■ **Provided data**
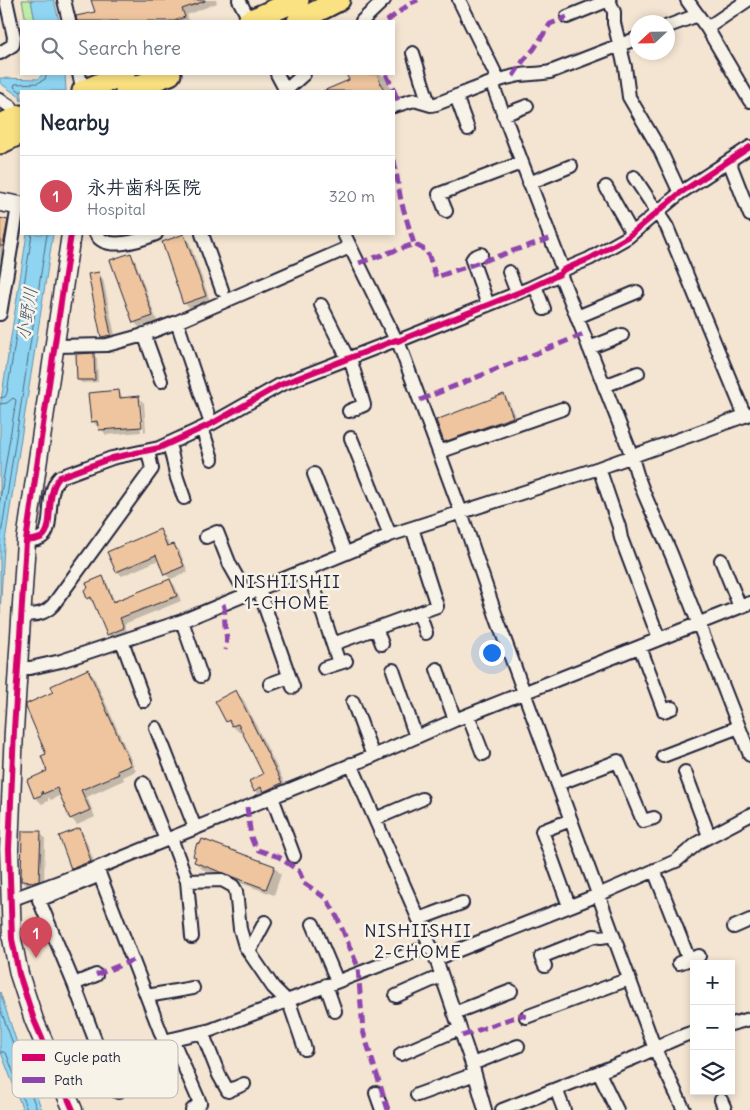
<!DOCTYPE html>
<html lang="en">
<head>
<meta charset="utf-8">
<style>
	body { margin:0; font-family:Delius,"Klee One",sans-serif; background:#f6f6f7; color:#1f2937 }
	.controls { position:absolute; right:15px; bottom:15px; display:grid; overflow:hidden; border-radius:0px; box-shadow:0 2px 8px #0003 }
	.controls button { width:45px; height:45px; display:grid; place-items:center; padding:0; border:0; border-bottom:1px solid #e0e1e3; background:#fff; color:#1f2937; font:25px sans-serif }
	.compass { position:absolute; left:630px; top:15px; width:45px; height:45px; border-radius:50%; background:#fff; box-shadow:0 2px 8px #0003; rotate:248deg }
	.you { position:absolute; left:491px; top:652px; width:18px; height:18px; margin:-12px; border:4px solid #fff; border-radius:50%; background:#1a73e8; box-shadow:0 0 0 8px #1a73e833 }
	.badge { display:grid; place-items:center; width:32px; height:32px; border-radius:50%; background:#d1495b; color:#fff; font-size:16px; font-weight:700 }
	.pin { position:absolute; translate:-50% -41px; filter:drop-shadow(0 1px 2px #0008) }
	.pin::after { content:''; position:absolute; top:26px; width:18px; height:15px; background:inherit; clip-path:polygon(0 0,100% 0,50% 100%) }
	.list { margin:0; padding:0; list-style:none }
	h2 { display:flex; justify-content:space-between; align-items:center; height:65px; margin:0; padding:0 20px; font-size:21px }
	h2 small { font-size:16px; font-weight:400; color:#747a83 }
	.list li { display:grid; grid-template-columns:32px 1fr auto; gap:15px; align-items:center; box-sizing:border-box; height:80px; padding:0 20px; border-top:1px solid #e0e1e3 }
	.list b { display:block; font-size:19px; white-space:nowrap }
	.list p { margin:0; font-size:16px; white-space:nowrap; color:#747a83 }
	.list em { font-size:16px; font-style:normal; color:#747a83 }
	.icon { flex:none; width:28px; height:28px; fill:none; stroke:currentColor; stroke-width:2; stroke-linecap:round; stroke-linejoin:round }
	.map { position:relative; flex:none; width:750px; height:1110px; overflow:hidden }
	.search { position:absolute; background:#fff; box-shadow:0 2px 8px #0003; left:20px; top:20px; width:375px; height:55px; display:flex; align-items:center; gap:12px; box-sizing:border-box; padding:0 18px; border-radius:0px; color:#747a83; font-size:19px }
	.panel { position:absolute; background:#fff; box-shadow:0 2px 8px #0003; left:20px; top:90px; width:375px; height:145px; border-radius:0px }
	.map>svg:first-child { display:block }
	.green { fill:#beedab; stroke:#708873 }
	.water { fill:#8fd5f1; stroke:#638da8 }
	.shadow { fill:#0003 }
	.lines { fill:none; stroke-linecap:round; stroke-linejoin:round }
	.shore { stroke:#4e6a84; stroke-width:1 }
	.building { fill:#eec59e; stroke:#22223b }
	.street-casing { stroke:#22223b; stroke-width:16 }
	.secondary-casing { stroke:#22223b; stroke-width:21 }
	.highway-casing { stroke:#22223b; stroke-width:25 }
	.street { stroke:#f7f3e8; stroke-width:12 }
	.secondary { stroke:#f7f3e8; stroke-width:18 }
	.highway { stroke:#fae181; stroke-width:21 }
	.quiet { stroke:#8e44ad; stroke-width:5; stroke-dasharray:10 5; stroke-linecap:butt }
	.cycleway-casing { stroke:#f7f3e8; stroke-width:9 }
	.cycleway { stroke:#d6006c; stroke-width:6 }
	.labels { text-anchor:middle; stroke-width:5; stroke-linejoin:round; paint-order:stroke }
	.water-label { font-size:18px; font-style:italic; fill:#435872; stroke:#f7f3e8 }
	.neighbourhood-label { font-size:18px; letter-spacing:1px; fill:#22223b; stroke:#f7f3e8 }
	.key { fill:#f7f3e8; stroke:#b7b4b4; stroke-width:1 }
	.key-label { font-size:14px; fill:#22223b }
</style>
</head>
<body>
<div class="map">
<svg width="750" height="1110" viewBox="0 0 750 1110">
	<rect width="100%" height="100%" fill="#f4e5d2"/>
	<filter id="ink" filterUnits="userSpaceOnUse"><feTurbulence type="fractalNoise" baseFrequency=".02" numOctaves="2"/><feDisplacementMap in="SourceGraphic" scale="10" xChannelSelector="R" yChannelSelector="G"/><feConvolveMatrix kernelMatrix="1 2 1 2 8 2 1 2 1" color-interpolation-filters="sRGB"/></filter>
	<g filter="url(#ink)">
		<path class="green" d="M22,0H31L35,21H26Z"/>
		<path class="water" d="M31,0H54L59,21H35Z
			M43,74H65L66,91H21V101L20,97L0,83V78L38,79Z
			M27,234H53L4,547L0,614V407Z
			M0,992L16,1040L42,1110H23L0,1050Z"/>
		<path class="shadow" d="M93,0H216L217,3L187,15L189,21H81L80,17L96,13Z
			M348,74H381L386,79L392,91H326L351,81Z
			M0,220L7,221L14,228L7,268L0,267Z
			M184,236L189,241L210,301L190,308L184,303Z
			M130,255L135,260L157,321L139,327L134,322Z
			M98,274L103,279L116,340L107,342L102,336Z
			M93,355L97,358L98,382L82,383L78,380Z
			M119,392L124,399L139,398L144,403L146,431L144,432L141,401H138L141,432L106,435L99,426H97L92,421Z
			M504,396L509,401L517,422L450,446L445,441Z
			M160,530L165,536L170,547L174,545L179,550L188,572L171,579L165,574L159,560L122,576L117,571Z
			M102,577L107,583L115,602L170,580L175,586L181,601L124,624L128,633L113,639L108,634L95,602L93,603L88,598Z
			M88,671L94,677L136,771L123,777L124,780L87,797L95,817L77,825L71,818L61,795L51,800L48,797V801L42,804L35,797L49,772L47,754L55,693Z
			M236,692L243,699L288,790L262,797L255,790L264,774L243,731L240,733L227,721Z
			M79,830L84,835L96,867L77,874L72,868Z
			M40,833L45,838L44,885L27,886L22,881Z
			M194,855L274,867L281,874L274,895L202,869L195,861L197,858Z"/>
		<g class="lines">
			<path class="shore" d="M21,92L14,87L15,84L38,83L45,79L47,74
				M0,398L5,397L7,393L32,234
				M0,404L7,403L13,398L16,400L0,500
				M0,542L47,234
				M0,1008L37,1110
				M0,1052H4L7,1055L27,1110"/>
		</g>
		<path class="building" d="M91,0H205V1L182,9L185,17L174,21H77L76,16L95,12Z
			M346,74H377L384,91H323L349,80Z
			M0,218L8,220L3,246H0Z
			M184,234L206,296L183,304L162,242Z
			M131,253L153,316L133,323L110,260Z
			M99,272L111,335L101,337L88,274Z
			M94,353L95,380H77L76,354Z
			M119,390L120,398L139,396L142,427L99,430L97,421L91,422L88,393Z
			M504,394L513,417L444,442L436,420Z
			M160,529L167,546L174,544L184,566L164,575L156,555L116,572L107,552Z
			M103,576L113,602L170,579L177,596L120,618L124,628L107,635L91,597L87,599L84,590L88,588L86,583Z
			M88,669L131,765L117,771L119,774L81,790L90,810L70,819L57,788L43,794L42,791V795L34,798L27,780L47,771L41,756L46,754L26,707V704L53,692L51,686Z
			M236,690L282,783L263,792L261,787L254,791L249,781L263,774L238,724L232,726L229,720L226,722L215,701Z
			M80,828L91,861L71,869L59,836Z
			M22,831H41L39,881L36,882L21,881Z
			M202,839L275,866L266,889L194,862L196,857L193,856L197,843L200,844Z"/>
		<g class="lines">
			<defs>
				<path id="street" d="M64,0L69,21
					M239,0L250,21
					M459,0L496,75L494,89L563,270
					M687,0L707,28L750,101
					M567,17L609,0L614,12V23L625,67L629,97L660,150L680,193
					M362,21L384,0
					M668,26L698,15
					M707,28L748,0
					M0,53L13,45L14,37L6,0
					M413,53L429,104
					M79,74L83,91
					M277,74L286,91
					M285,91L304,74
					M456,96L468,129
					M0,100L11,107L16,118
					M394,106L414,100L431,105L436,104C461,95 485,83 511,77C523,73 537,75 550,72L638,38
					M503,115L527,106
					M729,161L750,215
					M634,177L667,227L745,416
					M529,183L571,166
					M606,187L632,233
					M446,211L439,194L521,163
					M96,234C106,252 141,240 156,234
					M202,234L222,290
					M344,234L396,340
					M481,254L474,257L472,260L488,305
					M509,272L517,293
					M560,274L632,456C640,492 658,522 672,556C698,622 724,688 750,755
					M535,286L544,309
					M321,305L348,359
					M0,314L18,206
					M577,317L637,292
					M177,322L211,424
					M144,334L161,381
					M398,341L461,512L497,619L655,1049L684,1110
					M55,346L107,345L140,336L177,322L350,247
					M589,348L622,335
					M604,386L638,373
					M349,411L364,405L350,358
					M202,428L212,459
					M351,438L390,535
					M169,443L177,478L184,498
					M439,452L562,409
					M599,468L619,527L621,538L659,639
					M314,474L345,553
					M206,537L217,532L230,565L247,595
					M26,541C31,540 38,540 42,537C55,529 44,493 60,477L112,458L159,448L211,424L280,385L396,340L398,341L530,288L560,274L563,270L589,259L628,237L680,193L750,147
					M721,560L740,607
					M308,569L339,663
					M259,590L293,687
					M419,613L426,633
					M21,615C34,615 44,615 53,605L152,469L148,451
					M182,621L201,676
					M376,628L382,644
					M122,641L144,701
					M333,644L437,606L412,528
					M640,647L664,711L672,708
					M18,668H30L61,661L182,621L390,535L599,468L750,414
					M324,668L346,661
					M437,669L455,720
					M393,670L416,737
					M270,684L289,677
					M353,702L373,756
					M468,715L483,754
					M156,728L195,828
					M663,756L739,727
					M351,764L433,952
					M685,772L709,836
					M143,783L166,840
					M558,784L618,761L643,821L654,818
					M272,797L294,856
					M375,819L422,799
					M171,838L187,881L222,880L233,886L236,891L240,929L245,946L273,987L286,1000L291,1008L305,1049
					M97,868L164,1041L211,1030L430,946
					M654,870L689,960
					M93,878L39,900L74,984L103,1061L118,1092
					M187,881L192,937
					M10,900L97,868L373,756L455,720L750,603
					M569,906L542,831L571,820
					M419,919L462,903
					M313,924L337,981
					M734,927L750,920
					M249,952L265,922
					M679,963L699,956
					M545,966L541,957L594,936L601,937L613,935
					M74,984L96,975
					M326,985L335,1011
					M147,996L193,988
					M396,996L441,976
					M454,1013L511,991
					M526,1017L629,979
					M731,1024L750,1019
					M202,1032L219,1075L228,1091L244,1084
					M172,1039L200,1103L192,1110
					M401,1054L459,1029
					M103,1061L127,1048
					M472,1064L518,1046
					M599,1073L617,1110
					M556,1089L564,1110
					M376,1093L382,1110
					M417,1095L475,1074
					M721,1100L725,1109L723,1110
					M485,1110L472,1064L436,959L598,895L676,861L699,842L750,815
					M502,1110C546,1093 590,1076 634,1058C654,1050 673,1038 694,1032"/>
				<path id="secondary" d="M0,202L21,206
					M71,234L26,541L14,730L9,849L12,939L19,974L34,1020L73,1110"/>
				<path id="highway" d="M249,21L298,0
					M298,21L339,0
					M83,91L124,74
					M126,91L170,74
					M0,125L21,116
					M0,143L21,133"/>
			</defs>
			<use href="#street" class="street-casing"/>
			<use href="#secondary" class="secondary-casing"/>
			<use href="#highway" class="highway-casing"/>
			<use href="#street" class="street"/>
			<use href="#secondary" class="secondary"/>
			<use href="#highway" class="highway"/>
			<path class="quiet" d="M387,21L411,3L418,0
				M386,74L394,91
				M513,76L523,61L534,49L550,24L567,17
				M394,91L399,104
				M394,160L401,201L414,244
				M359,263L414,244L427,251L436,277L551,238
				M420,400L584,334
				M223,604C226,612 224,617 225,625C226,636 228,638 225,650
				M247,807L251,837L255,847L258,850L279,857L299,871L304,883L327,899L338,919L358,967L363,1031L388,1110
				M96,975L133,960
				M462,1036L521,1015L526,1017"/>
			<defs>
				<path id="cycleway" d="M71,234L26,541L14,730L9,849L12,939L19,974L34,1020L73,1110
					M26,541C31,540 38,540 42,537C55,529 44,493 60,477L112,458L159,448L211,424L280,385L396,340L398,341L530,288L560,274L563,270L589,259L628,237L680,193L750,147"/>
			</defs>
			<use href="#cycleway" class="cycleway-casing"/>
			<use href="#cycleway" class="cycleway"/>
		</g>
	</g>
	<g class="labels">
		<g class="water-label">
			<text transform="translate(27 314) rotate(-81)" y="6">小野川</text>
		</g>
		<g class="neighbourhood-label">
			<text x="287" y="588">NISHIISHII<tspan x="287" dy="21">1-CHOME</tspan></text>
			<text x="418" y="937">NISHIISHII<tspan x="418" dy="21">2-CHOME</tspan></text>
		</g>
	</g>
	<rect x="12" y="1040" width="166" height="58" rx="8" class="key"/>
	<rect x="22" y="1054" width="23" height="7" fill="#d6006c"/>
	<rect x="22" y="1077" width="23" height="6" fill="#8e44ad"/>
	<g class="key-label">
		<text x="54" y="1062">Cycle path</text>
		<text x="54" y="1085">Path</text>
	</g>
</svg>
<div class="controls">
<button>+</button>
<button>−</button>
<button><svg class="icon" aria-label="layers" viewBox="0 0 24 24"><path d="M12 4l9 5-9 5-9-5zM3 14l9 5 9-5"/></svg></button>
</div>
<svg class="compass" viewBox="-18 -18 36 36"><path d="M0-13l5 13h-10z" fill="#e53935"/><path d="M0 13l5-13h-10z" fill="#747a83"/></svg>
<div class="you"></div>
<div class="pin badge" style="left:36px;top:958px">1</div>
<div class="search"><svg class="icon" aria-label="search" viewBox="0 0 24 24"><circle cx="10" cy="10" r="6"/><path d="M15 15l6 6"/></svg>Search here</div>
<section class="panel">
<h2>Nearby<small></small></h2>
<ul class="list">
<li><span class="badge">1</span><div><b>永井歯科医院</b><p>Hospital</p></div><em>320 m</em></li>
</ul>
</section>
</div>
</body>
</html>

■ **Task description**
Nothing but the lines from the first line of the data through the line with "position:absolute; left:630px; top:15px;" belongs in the answer, copied exactly and without pictures.

■ **Answer to this task**
<!DOCTYPE html>
<html lang="en">
<head>
<meta charset="utf-8">
<style>
	body { margin:0; font-family:Delius,"Klee One",sans-serif; background:#f6f6f7; color:#1f2937 }
	.controls { position:absolute; right:15px; bottom:15px; display:grid; overflow:hidden; border-radius:0px; box-shadow:0 2px 8px #0003 }
	.controls button { width:45px; height:45px; display:grid; place-items:center; padding:0; border:0; border-bottom:1px solid #e0e1e3; background:#fff; color:#1f2937; font:25px sans-serif }
	.compass { position:absolute; left:630px; top:15px; width:45px; height:45px; border-radius:50%; background:#fff; box-shadow:0 2px 8px #0003; rotate:248deg }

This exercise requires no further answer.